PharmaciePlus, enfin, nous a donné la réponse la plus franche: «Une pharmacie est une entreprise qui vit des produits qu’elle vend. Si elle ne devait vendre que des boîtes à 2 fr., il n’y aurait plus de pharmacies en Suisse, ni de conseils de santé dispensés gratuitement à la clientèle», avance l’assistante de direction du groupe. En d’autres termes, ce serait donc aux personnes malades de financer ce service... L’explication est, d’ailleurs, reprise par Pharmasuisse: «La vente des petites boites de Dafalgan 500 mg, par exemple, est déjà déficitaire et le recours à des équivalents plus chers permet de compenser pour partie ces pertes et de rémunérer la consultation pharmaceutique», avance Thierry Philbet, porte-parole de la faîtière des pharmacies. En outre, l’association pointe du doigt le parlement, qui a choisi de soumettre les médicaments en vente libre aux lois du marché. «Chaque patient est donc libre de choisir sa pharmacie en fonction des critères qui lui importent», conclut-il.
Pas par hasard
Dernier détail à signaler: dans presque tous les cas, les variantes coûteuses sont à portée de main, posées en évidence sur des étagères derrière le comptoir. Les plus économiques, elles, sont rangées au fond d’un tiroir. Selon Pierre Jenny, ancien pharmacien indépendant, cette disposition ne doit rien au hasard. Il confirme que certains fabriquants proposent sciemment deux gammes de médicaments identiques, l’une étant laissée dans le marché libre et proposée aux pharmaciens à des conditions avantageuses. Lesquels réalisent une marge plus grande en vendant de préférence ces boîtes surtaxées.
Vincent Cherpillod
Bonus web: Médicaments et abus
Eclairage
L’appat du gain?
Voici, en détail, les quatre préparations pour lesquelles un produit plus coûteux que celui demandé nous a été vendu (voir partie C du tableau). Dans chaque pharmacie, notre demande était très précise et toujours formulée de la même manière. Sur chaque illustration, la version de gauche ou du haut est la meilleur marché.
Fluimucil
Ce médicament fluidifie et dissout les sécrétions denses retenues dans les voies respiratoires et favorise l’expectoration. A la demande «une boîte de Fluimucil 600 mg comprimés effervescents», six pharmacies sur dix nous ont donné la version «Toux Grasse». Rigoursement identique sur le plan pharmaceutique, elle coûte cependant 64% plus cher en moyenne (12.35 fr. environ contre 7.50 fr, prix fixe).

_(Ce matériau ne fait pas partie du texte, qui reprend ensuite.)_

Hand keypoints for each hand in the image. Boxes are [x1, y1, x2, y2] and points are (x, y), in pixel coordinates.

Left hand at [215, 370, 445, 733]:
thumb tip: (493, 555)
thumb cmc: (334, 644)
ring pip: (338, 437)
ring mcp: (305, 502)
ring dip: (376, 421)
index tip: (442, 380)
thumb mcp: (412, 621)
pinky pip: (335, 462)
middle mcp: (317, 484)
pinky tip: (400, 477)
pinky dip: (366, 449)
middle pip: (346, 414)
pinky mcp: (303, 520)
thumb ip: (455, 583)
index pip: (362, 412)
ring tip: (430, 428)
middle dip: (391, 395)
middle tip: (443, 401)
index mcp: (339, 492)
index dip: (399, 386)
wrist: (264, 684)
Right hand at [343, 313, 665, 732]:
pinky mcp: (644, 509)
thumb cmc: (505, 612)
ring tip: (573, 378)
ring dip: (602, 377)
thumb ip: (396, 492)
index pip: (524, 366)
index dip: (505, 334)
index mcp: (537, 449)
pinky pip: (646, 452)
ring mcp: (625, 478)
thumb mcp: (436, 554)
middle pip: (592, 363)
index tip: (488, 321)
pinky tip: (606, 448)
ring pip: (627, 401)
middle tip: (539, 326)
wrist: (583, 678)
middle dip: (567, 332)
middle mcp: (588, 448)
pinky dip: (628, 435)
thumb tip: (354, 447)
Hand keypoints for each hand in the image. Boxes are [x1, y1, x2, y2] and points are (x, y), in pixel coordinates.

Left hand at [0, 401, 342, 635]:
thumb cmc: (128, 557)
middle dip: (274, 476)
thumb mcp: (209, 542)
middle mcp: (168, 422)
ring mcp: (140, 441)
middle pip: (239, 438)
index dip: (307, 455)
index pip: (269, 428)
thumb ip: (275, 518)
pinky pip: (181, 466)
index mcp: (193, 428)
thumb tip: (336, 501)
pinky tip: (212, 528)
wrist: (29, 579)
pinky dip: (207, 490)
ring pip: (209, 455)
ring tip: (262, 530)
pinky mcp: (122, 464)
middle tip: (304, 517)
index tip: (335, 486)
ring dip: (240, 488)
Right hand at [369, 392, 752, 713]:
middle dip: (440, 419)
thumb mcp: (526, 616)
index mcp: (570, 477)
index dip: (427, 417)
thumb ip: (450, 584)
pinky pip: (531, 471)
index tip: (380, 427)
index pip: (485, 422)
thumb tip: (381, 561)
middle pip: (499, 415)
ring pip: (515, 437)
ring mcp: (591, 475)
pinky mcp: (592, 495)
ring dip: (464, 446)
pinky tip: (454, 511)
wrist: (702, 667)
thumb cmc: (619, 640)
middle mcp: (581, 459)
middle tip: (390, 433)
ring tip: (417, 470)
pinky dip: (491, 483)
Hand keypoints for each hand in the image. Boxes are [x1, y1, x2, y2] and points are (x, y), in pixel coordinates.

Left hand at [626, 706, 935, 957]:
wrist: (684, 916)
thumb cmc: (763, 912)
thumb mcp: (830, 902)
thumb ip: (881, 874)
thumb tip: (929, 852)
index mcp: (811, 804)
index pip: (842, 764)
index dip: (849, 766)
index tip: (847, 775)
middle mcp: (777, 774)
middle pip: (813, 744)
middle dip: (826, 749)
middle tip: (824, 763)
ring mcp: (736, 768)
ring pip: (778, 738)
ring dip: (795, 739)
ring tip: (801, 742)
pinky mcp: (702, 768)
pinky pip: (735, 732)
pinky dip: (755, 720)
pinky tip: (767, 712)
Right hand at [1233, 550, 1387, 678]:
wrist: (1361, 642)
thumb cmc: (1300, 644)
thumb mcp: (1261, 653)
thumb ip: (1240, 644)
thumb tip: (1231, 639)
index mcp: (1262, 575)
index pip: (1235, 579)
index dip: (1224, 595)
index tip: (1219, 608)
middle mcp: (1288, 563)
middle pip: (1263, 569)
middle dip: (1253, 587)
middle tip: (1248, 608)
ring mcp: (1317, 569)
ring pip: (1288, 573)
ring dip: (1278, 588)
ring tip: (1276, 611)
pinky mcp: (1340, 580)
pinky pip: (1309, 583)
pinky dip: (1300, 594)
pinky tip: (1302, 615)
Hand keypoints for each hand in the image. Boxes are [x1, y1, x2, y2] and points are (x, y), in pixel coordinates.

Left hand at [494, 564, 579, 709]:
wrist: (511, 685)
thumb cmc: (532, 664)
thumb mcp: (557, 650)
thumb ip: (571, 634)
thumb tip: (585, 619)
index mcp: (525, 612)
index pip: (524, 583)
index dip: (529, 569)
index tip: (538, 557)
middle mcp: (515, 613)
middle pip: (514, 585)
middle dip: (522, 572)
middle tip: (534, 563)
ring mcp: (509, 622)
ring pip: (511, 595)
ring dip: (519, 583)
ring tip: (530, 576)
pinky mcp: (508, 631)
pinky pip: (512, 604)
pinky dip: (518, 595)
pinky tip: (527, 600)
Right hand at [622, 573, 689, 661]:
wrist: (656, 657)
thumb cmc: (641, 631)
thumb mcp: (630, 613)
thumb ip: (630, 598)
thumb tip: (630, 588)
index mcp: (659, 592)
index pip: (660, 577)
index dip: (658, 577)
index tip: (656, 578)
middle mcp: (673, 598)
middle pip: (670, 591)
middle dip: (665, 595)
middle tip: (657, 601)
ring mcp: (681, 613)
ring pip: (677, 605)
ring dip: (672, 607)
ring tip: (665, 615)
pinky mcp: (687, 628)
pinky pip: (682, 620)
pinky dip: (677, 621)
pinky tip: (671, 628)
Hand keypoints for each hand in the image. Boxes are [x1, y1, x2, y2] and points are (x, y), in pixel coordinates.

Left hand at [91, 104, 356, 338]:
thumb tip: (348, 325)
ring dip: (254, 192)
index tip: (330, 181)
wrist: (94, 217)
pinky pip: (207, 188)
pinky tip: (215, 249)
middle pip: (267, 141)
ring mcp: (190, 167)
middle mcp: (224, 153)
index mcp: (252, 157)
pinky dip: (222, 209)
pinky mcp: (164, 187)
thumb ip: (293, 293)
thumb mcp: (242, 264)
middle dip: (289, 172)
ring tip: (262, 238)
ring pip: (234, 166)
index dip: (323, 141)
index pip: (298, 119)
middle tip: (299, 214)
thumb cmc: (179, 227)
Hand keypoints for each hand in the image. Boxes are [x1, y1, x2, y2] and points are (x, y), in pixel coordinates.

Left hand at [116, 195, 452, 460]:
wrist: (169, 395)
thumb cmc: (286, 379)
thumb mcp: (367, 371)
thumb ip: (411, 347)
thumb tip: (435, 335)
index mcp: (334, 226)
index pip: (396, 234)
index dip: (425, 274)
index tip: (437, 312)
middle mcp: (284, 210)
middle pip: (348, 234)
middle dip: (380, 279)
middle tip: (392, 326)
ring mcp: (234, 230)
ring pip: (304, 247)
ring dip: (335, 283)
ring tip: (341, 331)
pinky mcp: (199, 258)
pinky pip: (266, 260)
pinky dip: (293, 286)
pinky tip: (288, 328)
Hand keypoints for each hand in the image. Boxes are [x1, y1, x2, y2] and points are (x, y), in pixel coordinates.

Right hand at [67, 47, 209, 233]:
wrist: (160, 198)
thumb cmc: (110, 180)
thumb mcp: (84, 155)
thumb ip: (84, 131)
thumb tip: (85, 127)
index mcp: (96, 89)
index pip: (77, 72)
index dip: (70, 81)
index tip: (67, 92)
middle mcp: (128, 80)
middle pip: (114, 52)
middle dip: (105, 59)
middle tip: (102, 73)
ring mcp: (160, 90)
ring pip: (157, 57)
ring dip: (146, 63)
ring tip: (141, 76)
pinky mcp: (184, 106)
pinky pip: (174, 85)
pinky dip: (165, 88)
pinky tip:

➛ Conseil: pour éviter de payer 5 fr. de trop, vérifiez que la mention «Toux Grasse» ne figure pas sur l’emballage; si tel est le cas, exigez son remplacement par la version normale.
Voltaren Emulgel
Cette crème contre les douleurs et les inflammations existe en version standard et «Dolo». Toutes deux ont la même concentration en principe actif, mais la «Dolo» coûte, à taille comparable, 30% plus cher. Or, à la demande «un tube de Voltaren Emulgel», pas moins de neuf pharmacies sur dix nous ont délivré la «Dolo»! Toutes avaient, pourtant, la version normale en stock.
➛ Conseil: Là encore, n’hésitez pas à refuser la seconde. Attention: seul le petit tube de 50 g est avantageux. En outre, la «Dolo forte», plus concentrée, n’a pas d’équivalent bon marché.
Triofan
Quatre pharmacies nous ont vendu le décongestionnant pour la muqueuse nasale Triofan sous forme de spray, alors que nous avions expressément demandé des gouttes. Or, la version spray coûte 50% de plus…
➛ Conseil: le spray est plus pratique à l’usage, mais coûte nettement plus cher. Choisissez en fonction de vos besoins.
Paracétamol
Confrontées à la demande «du paracétamol 500 mg, une petite boîte», deux officines ont choisi une marque coûteuse (Panadol), alors qu’il en existe d’autres qui coûtent près de trois fois moins cher.
➛ Conseil: une boîte de 20 comprimés (16 pour le Dafalgan) de paracétamol 500 mg ne devrait pas coûter plus de 2.55 fr. Si ce montant est dépassé, demandez une autre marque. Les comprimés effervescents ou orodispersibles coûtent plus cher.